Oleksiy Goncharenko, a lawmaker of the Bloc of Petro Poroshenko faction in parliament, vandalized a monument to the collapse of the Berlin Wall – made from a section of the wall – which stands outside the German Embassy in Kyiv.
Goncharenko said he acted out of outrage over the suggestion German Ambassador to Ukraine Ernst Reichel made that the elections in the Ukrainian eastern region of Donbas could be held even in the presence of Russian troops.
Early in the morning on Feb. 8, Goncharenko came to the German Embassy in Kyiv with a can of red spray paint and daubed the word “nein” (“no” in German) on the fragment of the wall.
“I devoted my symbolic protest to the yesterday’s pro-Kremlin statements by German Ambassador to Ukraine Ernst Reichel,” the member of parliament wrote on his Facebook page on Feb. 8. “The German ambassador to Ukraine is completely repeating Russian propaganda that aims to legalize the terrorists by incorporating them into the Ukrainian government.”
The German Foreign Ministry condemned Goncharenko’s vandalism.
“We really regret that the Ukrainian deputy painted the fragment of Berlin Wall located at on territory of the German Embassy. We are confident that even if this was a reaction to the remark of the German Ambassador, this act is absolutely unprecedented,” German Foreign Ministry spokesman Martin Schaefer said on Feb. 8.
The German Embassy in Ukraine also blasted Goncharenko’s act, and called it “a violation of the Vienna Convention on Diplomatic Relations.”
“The fall of the Berlin Wall for all Europeans and for people living the outside Europe symbolizes liberation from Communism and Soviet hegemony,” reads the embassy’s official statement published on its website on Feb. 8.
“At the same time, it is the violation of the Vienna Convection on Diplomatic Relations.”
However, Goncharenko was unrepentant.
“The Berlin Wall and its fragments are painted all over the world. It is a European democratic tradition – to use it for political statement,” he wrote on Facebook on Feb. 9.
However, other members of Poroshenko’s party worry that Goncharenko’s act may worsen Ukraine’s relations with Germany. Sergii Leshchenko, another lawmaker in the Bloc of Petro Poroshenko faction in the parliament, called Goncharenko’s actions “idiocy.”
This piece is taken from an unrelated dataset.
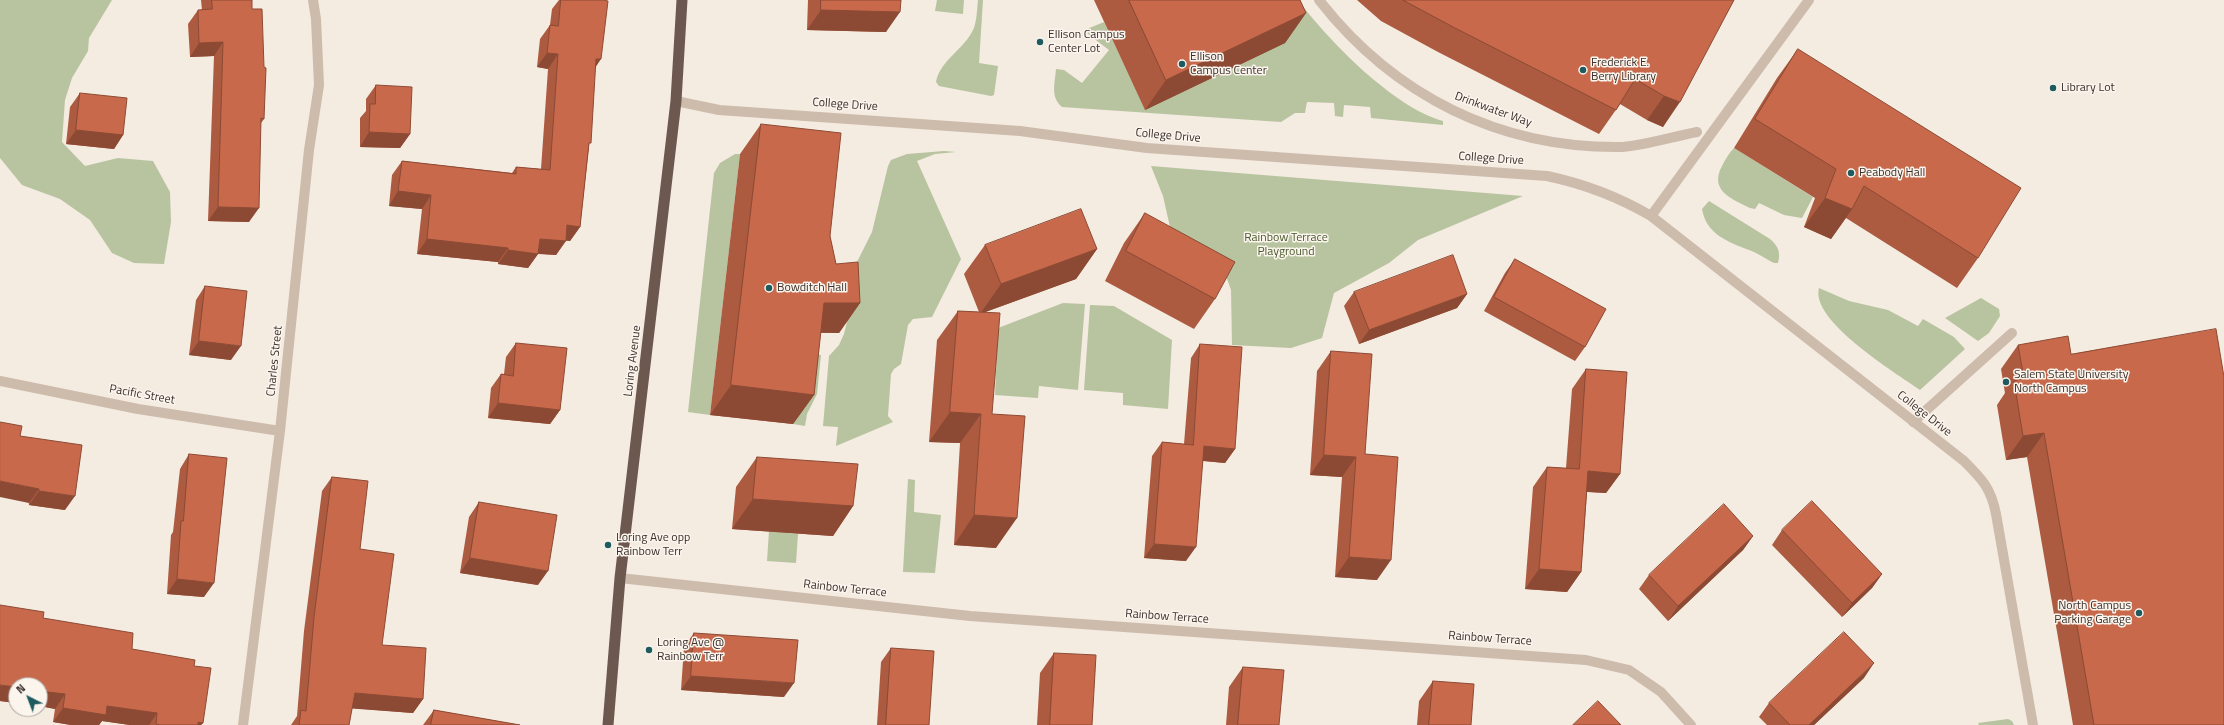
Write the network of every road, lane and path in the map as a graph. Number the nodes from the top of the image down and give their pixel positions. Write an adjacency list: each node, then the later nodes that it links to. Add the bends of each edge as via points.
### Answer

“With such a step, a lawmaker causes a deterioration in Ukraine’s relationship with a key partner in Europe. Without a reaction to this act, the Poroshenko fraction will be complicit in an unfriendly step, and a probable deterioration in relations between Ukraine and Germany will follow,” Leshchenko wrote on his Facebook page on Feb. 8.
Goncharenko, 36, started his political career in 2001 with the pro-Russian Soyuz (Union) political party, but in 2005 switched to ousted President Viktor Yanukovych’s Party of Regions. As a Party of Regions member, Goncharenko consistently stated pro-Russian positions. In particular, he actively defended the Russian language policy in Odesa Oblast and actively opposed the dubbing of foreign films into Ukrainian.
However, after the EuroMaidan Revolution in 2014, Goncharenko quit the Party of Regions and joined Poroshenko’s party. The same year he also changed his political position radically – he now voices pro-Ukrainian positions, criticizes Russia’s annexation of Crimea, and regularly visits Ukrainian soldiers in the Donbas war zone.
Several Ukrainian lawmakers have condemned Goncharenko’s vandalism and called on the Bloc of Petro Poroshenko to take action.
“I definitely consider Goncharenko’s act of vandalism unacceptable and unworthy, and that it has nothing to do with protecting national interests – it’s a provocation,” independent member of parliament Hanna Hopko wrote on her Facebook page on Feb. 9, adding that such behavior was against the law.
“It might have been seen as a crime by law enforcement if it hadn’t been done by a lawmaker,” Hopko wrote.
Ukrainian Prosecutor General Yuriy Lutsenko said on Feb. 9 that prosecutors in Kyiv had opened a criminal case into an act of hooliganism near the German Embassy.